[Stored data entries]
........
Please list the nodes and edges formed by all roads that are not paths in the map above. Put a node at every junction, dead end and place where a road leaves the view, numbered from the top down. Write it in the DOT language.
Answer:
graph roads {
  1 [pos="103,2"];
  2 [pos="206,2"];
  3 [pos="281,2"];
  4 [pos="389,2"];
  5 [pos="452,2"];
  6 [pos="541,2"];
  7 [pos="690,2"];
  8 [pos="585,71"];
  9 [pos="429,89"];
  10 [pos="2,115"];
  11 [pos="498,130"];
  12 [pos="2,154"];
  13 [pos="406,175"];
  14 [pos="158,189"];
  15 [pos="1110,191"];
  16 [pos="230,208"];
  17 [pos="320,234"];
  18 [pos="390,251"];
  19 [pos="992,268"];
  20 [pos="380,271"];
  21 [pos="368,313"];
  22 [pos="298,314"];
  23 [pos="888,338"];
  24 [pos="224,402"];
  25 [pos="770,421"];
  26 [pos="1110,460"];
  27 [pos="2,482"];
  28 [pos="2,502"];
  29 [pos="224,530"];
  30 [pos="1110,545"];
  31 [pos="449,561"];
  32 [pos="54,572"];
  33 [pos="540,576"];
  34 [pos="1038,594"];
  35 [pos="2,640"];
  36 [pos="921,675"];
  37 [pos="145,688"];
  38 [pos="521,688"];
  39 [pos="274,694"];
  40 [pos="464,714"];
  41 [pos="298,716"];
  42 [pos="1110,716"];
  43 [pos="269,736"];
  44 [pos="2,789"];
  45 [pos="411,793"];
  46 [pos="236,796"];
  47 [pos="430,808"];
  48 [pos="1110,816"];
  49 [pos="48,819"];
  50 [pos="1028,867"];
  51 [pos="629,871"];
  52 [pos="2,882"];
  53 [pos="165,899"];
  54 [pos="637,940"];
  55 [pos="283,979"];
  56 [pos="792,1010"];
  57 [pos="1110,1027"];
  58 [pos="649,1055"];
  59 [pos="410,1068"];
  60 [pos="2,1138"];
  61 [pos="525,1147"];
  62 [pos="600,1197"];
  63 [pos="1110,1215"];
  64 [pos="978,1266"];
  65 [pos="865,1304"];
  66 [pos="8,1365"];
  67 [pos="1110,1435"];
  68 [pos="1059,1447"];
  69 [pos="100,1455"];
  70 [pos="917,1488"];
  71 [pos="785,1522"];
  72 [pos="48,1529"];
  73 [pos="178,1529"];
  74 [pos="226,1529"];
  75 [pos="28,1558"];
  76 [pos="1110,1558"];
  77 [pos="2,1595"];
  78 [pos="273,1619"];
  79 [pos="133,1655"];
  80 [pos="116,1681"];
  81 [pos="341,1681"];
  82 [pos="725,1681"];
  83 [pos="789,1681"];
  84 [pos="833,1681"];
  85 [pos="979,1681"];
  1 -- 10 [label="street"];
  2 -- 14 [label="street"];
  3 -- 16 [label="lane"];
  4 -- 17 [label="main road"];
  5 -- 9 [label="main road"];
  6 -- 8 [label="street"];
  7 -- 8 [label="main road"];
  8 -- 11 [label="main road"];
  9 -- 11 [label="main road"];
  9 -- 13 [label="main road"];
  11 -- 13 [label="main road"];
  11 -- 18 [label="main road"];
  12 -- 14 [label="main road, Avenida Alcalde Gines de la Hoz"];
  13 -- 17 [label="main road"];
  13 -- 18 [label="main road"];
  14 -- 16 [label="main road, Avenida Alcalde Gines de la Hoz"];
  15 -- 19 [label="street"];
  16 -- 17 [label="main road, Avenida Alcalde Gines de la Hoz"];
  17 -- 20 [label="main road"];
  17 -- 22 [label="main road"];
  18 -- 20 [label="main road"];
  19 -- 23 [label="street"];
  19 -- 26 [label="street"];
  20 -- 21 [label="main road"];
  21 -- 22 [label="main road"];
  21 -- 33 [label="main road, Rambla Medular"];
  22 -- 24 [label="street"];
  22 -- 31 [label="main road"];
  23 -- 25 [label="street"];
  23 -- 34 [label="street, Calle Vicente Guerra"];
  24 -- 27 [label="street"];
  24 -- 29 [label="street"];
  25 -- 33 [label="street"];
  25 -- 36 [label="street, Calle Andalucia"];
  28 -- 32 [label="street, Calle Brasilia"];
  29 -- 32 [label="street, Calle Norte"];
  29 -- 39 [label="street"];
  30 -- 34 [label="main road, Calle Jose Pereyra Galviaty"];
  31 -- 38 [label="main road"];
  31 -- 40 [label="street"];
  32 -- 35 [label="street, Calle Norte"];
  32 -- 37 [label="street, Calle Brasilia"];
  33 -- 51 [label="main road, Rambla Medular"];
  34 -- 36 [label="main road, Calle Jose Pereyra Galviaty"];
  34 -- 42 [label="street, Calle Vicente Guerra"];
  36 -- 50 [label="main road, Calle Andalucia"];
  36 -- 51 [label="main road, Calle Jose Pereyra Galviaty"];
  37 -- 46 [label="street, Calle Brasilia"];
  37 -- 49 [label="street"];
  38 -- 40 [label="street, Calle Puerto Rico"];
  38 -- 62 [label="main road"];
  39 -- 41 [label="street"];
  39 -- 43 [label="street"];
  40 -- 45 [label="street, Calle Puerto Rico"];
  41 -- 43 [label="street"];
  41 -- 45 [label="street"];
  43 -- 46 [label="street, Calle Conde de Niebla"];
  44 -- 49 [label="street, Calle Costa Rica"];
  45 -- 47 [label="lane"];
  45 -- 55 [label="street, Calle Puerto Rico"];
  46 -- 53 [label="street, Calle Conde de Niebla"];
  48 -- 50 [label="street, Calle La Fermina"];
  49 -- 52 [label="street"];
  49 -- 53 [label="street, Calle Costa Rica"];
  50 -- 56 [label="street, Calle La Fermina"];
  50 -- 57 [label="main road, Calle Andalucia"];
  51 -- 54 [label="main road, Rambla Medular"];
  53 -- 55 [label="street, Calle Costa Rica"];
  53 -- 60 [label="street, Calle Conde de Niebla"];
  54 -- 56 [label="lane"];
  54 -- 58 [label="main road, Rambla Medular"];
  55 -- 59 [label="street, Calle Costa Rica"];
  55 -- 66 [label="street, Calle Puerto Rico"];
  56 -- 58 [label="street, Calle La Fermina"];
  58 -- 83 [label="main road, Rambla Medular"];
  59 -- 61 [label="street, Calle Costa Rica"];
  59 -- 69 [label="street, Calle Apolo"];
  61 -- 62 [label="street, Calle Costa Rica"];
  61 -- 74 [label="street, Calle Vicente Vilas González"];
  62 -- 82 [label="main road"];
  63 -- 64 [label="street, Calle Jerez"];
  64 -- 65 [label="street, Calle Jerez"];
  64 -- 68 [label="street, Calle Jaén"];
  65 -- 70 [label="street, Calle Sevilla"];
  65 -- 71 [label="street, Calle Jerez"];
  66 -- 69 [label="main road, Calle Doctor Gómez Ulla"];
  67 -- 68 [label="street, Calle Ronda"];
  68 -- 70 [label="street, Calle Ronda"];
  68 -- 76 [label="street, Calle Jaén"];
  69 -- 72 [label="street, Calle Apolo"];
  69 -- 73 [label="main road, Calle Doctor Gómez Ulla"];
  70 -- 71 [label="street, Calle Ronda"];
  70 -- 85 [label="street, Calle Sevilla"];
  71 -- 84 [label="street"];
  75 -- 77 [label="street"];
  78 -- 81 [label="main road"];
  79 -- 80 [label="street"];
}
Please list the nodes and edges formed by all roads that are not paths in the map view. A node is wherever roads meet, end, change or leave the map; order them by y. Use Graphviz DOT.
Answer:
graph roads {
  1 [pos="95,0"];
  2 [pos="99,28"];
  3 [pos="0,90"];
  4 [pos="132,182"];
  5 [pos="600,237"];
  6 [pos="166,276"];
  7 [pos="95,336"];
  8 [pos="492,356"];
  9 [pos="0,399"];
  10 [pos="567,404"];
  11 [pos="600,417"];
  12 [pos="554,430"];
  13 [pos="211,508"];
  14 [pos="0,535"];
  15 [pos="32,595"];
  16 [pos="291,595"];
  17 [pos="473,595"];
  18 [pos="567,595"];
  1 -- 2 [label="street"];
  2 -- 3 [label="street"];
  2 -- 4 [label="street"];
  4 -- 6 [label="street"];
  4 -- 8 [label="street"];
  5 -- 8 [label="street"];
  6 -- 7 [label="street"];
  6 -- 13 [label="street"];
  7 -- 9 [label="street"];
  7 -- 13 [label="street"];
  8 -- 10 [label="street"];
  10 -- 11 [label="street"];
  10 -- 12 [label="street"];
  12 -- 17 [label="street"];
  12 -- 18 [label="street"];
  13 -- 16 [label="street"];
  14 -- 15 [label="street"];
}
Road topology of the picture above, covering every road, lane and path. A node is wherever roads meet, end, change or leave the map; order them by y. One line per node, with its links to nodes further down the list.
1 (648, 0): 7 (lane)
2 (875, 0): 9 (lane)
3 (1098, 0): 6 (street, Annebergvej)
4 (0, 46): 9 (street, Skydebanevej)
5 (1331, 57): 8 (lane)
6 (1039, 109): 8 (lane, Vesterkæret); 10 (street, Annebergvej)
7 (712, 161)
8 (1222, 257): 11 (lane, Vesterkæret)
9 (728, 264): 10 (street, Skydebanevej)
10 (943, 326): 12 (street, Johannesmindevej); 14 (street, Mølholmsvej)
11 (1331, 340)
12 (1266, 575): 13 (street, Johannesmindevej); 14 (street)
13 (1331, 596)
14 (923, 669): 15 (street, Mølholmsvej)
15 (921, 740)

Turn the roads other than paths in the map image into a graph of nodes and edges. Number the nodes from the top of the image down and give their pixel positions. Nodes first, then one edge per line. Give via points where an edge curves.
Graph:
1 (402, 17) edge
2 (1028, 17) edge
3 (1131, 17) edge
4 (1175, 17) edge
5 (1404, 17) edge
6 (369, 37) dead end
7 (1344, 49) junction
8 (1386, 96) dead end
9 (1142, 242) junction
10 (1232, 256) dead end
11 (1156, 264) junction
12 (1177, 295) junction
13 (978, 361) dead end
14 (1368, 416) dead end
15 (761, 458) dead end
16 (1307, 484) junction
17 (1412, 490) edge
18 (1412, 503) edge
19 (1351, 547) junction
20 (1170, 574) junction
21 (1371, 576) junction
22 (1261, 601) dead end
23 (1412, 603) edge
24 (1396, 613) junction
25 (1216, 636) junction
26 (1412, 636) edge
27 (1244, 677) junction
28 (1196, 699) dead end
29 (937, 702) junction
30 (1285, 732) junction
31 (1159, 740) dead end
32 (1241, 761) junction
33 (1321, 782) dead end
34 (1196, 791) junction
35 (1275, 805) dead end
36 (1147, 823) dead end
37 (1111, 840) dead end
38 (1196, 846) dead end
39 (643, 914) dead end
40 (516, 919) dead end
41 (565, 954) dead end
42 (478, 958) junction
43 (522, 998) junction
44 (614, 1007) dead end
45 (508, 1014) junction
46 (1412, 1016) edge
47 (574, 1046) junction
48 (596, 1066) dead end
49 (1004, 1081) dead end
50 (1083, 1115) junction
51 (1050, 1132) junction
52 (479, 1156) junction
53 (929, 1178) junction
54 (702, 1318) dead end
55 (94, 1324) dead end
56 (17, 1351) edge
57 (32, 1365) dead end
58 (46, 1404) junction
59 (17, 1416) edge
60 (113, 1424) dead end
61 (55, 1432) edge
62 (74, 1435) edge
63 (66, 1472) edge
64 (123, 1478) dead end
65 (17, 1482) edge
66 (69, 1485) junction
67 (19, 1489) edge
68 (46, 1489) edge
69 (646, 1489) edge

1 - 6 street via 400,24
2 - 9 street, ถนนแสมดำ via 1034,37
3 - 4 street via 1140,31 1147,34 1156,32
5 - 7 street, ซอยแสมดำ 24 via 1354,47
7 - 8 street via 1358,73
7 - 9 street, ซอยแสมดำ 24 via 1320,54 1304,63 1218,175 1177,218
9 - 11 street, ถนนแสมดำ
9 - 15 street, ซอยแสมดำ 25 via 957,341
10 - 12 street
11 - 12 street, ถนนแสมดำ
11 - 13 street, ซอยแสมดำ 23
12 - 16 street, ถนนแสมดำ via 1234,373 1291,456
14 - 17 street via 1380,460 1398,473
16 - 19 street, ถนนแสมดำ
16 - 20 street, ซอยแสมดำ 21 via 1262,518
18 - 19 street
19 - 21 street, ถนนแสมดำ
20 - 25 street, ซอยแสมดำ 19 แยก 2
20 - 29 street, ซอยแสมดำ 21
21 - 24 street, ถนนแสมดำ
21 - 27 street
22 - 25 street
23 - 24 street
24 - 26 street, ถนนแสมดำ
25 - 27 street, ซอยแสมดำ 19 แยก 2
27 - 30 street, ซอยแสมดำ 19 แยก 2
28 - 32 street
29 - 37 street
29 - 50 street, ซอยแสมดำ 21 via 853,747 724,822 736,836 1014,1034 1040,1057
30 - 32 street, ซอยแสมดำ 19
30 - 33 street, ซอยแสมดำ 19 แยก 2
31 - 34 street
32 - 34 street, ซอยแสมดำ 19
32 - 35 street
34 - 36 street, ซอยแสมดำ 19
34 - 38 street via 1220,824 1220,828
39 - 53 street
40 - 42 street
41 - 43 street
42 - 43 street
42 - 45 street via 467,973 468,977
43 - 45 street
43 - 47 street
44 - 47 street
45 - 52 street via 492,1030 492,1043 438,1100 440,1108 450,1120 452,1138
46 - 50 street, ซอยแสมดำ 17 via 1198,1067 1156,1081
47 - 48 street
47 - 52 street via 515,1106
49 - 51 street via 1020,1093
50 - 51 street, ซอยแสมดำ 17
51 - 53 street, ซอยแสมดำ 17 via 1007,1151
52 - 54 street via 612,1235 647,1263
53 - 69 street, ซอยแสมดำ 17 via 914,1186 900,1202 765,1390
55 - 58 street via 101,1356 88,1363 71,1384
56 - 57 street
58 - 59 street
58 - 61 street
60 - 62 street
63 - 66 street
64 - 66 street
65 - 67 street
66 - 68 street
........
■ EXERCISE BRIEF: Check the records above and copy each line that has the string "Gines".

■ OUTPUT FOR THIS TASK:
  12 -- 14 [label="main road, Avenida Alcalde Gines de la Hoz"];
  14 -- 16 [label="main road, Avenida Alcalde Gines de la Hoz"];
  16 -- 17 [label="main road, Avenida Alcalde Gines de la Hoz"];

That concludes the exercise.